If a line of the material holds the string "Петровского", please copy it.

◆ **DATASET EXCERPTS**
= Beginning of Section =
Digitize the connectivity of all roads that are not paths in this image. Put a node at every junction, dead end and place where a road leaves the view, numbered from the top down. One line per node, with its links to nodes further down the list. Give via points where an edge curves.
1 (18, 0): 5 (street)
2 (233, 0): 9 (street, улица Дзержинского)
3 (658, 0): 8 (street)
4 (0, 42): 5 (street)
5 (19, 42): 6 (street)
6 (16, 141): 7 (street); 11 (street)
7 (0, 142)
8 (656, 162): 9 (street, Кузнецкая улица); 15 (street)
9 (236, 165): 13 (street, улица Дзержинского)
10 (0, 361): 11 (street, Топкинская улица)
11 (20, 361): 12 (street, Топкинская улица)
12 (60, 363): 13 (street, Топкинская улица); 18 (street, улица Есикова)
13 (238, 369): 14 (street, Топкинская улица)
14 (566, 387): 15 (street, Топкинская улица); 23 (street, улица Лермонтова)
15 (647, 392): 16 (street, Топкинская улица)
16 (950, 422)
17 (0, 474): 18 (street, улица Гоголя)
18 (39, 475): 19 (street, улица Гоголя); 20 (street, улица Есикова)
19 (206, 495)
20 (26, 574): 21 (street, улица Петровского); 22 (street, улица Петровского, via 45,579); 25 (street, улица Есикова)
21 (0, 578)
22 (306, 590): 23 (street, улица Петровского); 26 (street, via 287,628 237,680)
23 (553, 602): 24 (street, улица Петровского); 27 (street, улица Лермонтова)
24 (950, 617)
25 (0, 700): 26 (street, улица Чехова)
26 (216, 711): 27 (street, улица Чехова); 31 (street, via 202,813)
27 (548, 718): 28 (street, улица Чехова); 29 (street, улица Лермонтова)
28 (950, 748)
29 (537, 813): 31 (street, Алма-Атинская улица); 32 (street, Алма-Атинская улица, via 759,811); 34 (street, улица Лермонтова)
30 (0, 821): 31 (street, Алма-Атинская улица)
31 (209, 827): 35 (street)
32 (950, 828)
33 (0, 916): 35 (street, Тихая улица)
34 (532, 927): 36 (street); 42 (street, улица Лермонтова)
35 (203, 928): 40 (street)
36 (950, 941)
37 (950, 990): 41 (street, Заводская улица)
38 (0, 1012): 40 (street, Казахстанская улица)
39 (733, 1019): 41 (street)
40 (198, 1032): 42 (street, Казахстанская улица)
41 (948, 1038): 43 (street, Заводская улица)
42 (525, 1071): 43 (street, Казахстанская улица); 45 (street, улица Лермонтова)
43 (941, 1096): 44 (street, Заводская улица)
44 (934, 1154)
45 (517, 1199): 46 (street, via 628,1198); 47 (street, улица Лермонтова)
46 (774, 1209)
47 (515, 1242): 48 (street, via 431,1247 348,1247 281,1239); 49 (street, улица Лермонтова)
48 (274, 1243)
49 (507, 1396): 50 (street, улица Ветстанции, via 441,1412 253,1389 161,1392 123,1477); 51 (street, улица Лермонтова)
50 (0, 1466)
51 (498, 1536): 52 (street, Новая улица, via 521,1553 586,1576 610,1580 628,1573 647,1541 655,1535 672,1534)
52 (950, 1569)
= End of Section =
◆ **WRITTEN ANSWER**
20 (26, 574): 21 (street, улица Петровского); 22 (street, улица Петровского, via 45,579); 25 (street, улица Есикова)
22 (306, 590): 23 (street, улица Петровского); 26 (street, via 287,628 237,680)
23 (553, 602): 24 (street, улица Петровского); 27 (street, улица Лермонтова)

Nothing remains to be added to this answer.